§ DATA FOR THIS TASK
————
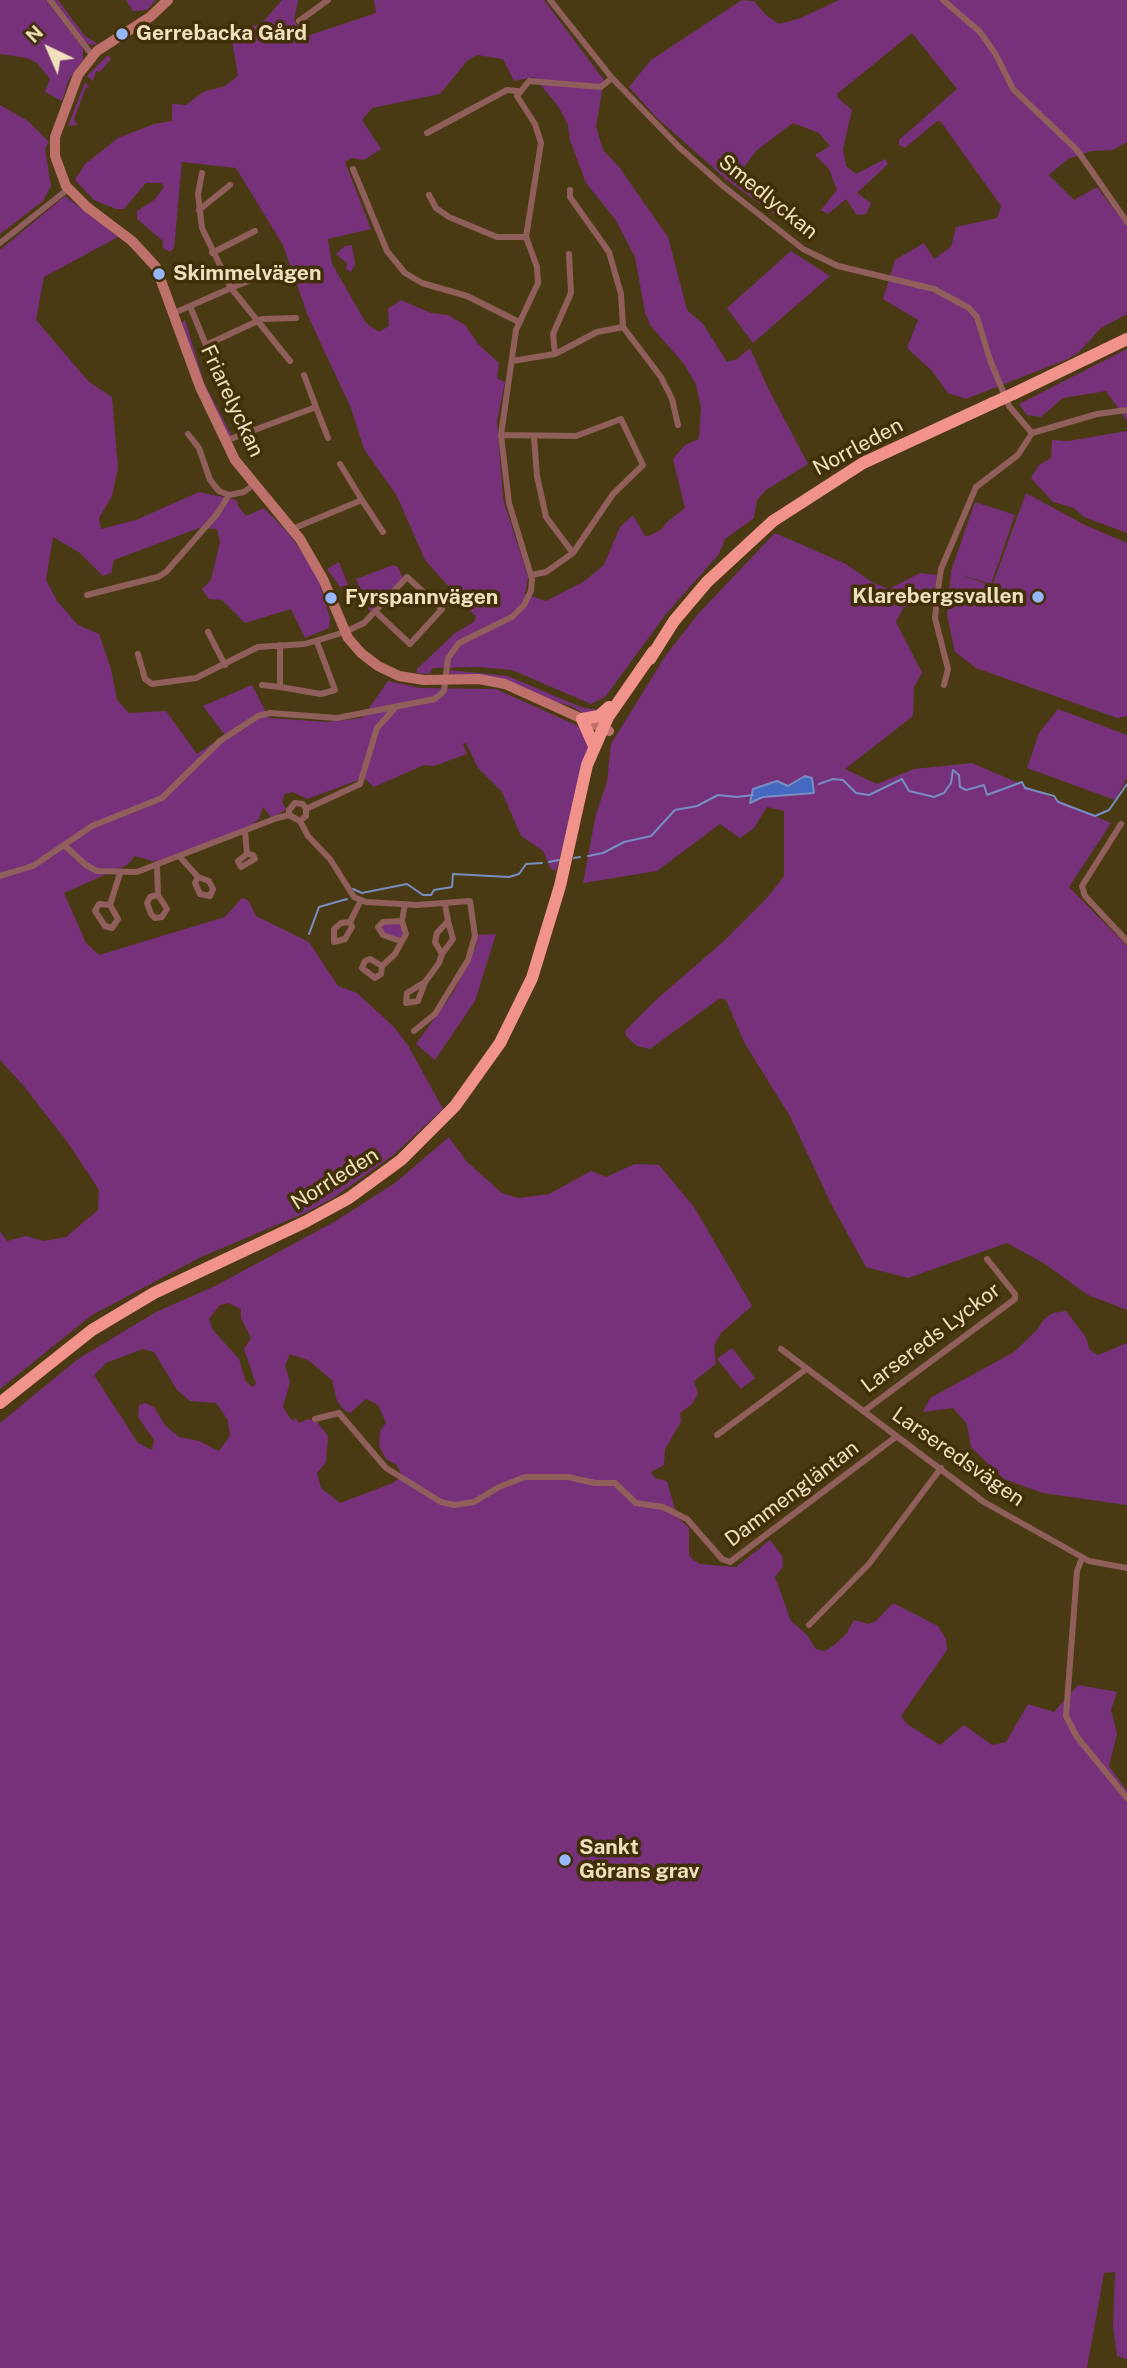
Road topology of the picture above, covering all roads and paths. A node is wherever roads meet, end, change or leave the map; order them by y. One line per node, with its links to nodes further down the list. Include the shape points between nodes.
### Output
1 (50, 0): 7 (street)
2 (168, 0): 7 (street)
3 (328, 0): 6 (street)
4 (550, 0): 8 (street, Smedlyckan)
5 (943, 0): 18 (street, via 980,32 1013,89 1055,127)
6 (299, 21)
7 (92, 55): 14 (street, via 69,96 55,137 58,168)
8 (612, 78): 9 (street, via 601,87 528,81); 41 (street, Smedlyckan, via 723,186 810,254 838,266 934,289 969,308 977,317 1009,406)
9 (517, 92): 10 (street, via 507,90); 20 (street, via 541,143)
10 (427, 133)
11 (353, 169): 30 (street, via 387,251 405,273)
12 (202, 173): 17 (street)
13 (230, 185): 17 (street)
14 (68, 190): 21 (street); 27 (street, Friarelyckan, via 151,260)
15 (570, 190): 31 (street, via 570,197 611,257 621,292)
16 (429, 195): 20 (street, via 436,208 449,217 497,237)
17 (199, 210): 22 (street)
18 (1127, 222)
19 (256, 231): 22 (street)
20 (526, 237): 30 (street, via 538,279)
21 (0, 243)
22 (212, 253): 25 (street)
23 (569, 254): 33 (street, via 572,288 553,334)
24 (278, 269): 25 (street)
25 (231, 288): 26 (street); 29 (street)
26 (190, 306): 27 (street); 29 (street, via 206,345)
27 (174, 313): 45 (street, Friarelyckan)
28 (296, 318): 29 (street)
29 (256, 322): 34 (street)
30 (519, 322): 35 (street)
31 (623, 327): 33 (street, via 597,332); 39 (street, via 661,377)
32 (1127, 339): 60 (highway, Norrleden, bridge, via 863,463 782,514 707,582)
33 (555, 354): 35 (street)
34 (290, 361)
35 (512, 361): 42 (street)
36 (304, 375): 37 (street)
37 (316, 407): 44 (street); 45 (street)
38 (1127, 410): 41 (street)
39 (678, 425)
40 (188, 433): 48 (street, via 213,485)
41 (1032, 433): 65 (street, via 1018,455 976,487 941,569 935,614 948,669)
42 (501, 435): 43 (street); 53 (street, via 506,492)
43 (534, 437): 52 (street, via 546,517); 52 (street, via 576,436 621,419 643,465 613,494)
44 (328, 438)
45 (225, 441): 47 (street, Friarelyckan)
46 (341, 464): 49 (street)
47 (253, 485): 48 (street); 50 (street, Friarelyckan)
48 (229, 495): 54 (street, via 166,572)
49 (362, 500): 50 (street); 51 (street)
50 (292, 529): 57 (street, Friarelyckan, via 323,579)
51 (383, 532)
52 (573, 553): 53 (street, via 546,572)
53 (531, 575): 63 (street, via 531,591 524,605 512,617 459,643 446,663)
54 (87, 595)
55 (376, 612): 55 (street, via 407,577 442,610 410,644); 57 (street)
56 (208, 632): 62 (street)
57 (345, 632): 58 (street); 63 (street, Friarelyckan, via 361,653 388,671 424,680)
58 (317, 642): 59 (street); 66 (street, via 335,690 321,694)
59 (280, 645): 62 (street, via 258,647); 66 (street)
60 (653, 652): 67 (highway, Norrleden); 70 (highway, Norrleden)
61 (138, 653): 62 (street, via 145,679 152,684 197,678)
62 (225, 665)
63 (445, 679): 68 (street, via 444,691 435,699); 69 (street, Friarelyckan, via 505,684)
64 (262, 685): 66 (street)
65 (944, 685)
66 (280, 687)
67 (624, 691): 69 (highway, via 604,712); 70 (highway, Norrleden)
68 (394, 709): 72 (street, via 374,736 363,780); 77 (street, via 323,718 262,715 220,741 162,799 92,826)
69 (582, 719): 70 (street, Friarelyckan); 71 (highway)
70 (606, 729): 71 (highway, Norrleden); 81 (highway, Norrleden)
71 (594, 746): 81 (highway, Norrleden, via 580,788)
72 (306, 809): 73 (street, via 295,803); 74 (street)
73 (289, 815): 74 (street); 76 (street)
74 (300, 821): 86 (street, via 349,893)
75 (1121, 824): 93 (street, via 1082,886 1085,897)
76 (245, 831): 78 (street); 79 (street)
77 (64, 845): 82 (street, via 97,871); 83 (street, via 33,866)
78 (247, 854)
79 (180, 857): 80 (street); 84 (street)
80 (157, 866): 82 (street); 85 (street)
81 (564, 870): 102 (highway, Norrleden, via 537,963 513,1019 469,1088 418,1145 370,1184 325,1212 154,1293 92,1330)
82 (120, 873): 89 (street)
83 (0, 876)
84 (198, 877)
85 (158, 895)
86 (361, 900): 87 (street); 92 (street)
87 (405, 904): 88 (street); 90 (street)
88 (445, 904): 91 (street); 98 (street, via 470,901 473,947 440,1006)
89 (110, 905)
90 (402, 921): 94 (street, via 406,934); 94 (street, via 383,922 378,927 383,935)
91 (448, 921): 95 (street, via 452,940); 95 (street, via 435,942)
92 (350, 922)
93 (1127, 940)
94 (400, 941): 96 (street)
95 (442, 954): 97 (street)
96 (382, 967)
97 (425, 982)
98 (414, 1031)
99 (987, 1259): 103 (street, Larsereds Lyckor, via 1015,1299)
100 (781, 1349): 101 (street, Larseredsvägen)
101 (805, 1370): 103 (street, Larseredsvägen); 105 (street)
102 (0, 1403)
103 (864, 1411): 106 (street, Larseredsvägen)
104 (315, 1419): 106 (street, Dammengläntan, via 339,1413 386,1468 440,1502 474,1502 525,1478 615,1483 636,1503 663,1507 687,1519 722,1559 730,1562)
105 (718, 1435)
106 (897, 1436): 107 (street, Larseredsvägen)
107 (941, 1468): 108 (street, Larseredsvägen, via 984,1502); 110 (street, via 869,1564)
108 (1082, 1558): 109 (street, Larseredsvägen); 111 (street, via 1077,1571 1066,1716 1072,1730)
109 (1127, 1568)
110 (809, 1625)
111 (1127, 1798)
————
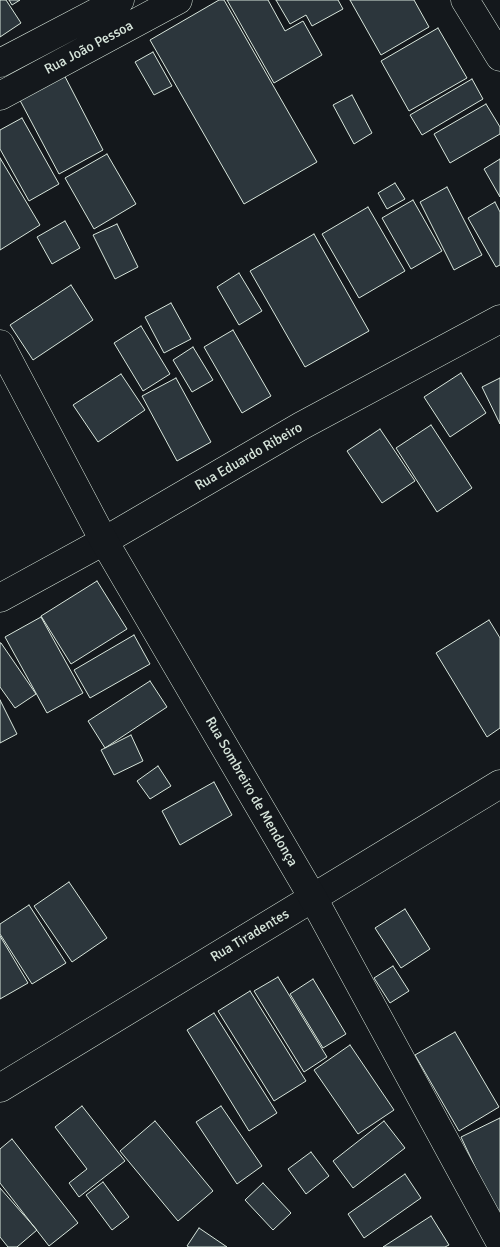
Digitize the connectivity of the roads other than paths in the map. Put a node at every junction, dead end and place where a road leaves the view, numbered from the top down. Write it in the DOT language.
————
§ PROBLEM TO WORK ON
Reproduce each line of the entries in which the word "node" is found.

§ TASK OUTPUT
Road topology of the picture above, covering all roads and paths. A node is wherever roads meet, end, change or leave the map; order them by y. One line per node, with its links to nodes further down the list. Include the shape points between nodes.
Digitize the connectivity of the roads other than paths in the map. Put a node at every junction, dead end and place where a road leaves the view, numbered from the top down. Write it in the DOT language.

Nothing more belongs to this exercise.